◆ **Stored records**
########
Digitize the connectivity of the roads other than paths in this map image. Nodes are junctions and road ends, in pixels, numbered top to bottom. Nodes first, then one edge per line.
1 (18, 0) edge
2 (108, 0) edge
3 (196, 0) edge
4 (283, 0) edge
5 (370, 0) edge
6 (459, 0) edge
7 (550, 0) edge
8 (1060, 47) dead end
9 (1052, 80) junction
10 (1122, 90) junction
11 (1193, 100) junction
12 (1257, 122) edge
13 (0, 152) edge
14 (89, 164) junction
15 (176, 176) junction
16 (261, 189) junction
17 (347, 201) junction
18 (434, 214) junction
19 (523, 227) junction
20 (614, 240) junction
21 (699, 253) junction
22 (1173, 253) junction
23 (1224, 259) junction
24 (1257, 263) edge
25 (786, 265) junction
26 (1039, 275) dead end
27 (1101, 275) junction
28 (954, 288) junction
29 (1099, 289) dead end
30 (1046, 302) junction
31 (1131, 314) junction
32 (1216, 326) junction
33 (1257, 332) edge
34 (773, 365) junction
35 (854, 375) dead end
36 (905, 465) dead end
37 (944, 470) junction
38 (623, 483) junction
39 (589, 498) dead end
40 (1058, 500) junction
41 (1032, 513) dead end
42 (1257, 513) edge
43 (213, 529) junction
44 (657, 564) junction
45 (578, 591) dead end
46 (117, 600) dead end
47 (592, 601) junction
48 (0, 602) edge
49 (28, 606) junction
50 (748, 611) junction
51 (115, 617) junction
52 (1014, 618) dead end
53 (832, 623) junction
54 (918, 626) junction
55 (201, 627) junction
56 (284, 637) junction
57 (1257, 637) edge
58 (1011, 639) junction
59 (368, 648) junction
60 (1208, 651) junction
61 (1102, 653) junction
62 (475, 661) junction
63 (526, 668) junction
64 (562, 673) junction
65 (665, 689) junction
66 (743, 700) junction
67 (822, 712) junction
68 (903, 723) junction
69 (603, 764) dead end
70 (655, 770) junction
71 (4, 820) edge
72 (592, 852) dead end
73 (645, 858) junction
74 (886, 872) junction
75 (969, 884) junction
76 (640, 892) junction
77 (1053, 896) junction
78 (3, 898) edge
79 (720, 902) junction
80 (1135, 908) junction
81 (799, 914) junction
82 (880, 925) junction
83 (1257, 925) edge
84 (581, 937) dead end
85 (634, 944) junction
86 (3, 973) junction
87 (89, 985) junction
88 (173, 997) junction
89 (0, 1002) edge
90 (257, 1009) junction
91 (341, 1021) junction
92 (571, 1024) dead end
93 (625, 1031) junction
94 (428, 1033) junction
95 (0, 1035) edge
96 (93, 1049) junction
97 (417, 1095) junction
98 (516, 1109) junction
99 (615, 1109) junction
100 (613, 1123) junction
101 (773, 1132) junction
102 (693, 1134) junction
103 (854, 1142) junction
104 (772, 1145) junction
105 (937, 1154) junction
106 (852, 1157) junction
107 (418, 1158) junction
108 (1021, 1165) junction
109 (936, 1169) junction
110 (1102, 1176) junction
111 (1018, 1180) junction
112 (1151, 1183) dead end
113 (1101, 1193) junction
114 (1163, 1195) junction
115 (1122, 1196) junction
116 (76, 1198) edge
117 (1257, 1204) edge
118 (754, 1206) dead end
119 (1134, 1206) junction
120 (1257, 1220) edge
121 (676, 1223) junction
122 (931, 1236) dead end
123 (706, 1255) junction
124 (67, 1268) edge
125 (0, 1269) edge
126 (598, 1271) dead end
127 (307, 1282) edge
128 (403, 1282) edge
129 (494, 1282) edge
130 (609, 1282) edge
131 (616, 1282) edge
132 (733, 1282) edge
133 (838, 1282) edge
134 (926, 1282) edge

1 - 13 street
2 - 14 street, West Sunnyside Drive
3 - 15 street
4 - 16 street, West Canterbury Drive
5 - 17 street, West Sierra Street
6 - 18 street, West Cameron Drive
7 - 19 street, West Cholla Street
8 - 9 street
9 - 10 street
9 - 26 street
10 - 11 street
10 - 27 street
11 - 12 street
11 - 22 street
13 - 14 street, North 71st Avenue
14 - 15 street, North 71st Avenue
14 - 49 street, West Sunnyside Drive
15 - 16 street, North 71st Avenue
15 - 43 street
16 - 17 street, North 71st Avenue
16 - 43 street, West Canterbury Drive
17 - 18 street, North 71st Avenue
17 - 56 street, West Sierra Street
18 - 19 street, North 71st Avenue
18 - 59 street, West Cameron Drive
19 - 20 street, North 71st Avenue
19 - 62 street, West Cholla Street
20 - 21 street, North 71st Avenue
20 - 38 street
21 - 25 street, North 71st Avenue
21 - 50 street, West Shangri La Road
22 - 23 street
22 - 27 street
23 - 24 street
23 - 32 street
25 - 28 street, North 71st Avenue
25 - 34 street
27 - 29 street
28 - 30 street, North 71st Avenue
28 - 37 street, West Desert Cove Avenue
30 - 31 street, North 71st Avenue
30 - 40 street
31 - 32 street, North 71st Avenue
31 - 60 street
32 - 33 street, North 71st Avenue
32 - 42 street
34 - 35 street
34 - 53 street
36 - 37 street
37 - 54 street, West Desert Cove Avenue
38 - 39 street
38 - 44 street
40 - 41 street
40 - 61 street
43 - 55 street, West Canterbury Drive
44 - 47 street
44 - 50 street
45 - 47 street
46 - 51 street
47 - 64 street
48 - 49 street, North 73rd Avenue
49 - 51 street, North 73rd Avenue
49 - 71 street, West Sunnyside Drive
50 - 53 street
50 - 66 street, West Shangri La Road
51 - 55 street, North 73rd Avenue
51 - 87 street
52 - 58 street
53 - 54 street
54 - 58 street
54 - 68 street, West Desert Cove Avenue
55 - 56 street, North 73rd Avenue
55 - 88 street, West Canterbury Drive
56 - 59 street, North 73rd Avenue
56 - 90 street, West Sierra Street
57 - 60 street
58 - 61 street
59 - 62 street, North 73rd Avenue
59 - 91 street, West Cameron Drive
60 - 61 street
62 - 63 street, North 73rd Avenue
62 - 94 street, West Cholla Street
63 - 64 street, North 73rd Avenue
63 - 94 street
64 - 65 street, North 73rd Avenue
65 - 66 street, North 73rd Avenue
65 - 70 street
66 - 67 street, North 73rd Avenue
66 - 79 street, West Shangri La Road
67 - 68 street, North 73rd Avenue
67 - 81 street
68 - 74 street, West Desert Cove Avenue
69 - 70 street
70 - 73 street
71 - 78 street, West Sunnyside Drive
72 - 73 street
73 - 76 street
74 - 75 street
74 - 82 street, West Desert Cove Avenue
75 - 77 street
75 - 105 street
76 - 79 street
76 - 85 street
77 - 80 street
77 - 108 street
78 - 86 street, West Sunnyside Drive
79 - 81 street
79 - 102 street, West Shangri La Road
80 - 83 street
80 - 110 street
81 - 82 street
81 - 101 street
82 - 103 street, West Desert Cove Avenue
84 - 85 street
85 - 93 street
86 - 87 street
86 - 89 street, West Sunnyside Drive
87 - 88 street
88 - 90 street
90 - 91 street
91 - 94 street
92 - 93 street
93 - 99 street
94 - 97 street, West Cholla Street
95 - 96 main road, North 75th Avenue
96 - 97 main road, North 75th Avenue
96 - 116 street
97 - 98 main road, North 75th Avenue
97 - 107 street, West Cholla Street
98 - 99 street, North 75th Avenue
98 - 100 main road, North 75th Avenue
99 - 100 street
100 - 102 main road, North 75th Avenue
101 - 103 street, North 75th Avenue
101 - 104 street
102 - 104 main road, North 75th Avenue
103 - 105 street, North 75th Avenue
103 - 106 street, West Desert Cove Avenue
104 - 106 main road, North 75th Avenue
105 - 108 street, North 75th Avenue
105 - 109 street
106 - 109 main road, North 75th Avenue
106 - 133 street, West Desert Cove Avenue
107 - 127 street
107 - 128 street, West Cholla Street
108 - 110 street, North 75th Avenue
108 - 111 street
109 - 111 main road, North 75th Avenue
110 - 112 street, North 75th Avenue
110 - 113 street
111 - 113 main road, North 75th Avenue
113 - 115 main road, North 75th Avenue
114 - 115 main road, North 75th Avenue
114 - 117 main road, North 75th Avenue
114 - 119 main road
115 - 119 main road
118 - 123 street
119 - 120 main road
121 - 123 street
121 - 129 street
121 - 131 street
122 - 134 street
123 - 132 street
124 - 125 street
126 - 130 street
########
◆ **TASK STATEMENT**
If a line in the data contains the string "Cameron", count it, then give the total and nothing else.

◆ **TASK OUTPUT**
3